[Start of section]

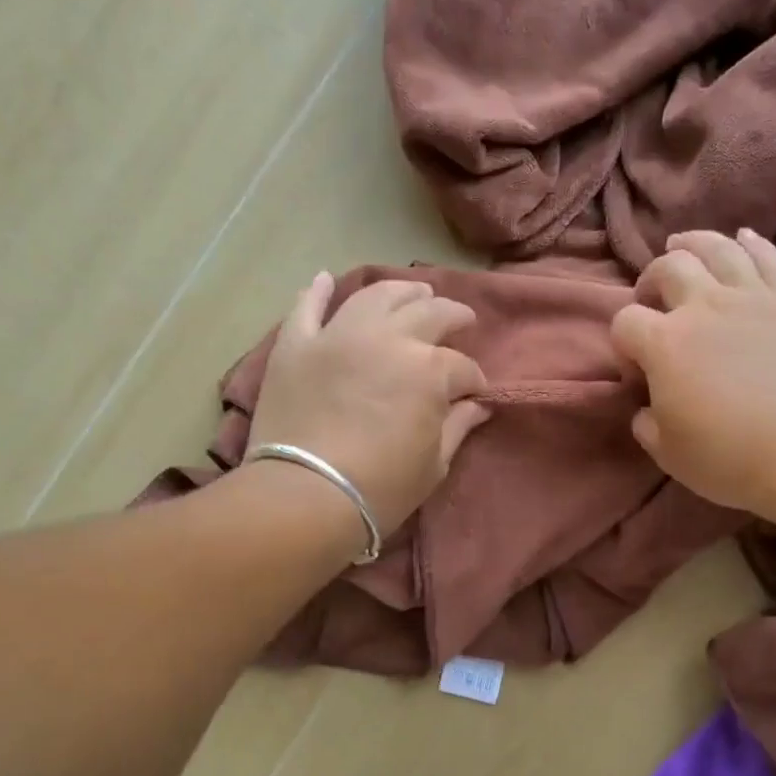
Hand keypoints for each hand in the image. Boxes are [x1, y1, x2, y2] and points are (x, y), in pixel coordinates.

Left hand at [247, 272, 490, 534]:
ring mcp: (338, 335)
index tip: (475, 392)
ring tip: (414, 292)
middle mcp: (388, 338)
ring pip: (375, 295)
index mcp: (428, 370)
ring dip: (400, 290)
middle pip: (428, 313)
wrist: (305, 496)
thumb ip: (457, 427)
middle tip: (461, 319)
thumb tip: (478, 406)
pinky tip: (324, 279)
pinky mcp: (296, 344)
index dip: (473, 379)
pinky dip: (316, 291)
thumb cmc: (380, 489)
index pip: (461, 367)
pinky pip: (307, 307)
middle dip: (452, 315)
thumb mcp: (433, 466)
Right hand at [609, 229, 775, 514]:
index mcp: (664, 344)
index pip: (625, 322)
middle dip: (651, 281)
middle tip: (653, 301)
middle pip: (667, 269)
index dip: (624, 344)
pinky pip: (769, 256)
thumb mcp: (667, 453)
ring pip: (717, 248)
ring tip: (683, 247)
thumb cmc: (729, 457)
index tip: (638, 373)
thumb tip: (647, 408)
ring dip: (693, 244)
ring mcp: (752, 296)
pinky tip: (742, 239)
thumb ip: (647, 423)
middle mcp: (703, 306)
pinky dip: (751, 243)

[End of section]
[Start of section]

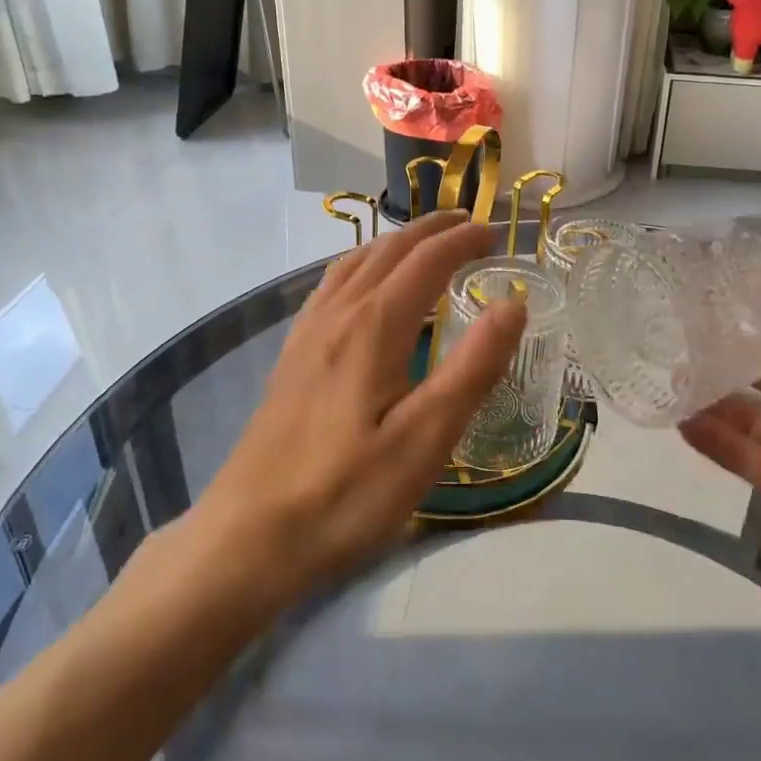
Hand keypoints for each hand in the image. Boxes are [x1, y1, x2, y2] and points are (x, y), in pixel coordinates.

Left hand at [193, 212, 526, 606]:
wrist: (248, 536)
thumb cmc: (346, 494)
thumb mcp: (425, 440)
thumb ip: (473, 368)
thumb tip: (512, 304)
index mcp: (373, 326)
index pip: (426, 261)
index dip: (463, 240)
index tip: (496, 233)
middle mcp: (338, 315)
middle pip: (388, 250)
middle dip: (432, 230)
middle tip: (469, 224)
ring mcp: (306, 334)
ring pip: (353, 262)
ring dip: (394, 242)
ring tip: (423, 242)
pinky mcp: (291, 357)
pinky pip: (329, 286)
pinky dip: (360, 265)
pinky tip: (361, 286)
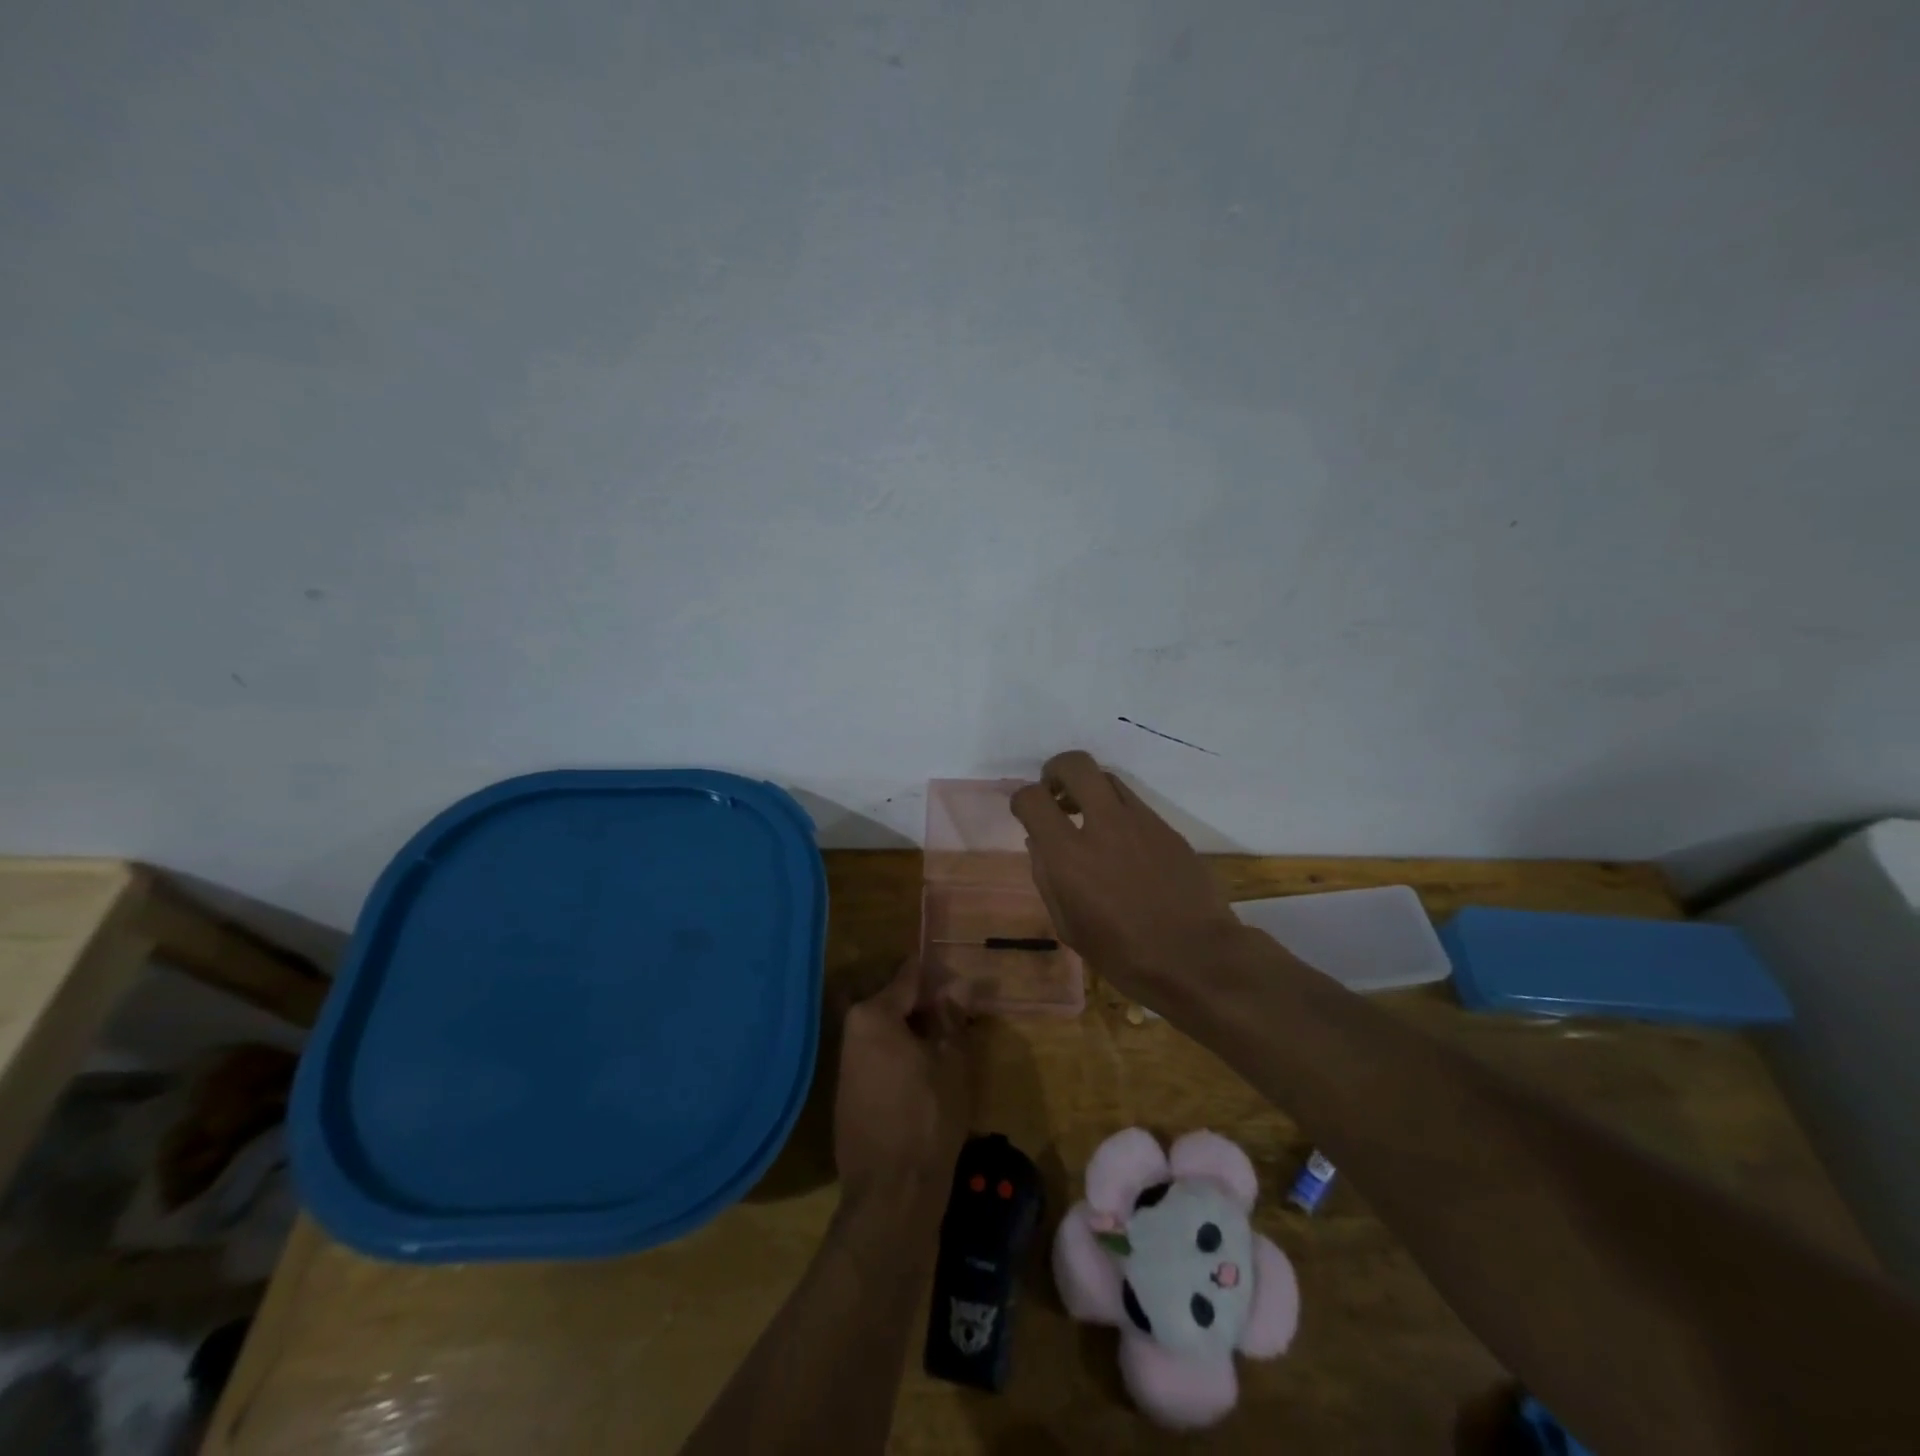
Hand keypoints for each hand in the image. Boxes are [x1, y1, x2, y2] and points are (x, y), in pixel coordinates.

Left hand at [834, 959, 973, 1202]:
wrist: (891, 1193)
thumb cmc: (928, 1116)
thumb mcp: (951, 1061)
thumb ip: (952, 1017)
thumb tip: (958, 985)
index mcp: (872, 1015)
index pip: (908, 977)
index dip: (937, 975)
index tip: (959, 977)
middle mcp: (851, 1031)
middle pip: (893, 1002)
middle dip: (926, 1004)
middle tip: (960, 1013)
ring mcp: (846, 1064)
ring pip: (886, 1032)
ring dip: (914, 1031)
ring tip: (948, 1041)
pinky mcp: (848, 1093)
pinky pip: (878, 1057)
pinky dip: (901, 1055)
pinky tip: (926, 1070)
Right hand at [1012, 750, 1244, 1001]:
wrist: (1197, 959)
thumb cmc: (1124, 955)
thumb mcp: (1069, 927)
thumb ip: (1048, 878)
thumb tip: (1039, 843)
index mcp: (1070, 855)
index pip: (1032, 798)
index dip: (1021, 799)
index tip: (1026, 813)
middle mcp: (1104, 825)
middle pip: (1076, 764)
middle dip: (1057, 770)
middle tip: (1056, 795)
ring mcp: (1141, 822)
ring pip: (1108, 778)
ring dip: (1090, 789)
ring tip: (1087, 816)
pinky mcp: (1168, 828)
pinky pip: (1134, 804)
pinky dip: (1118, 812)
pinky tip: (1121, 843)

[End of section]

▶ [AIM OF THE TASK]:
Copy the stretch of the records above that runs from the line with "index pip: (1032, 798)" through the line with "pinky tip: (1121, 843)". Both end lines belong in the copy, and nothing else does.

▶ [EXERCISE RESULT]:
index pip: (1032, 798)
index dip: (1021, 799)
index tip: (1026, 813)
middle mcp: (1104, 825)
middle pip: (1076, 764)
middle dip: (1057, 770)
middle tip: (1056, 795)
ring mcp: (1141, 822)
ring pip: (1108, 778)
ring dip: (1090, 789)
ring tip: (1087, 816)
pinky mcp: (1168, 828)
pinky pip: (1134, 804)
pinky dip: (1118, 812)
pinky tip: (1121, 843)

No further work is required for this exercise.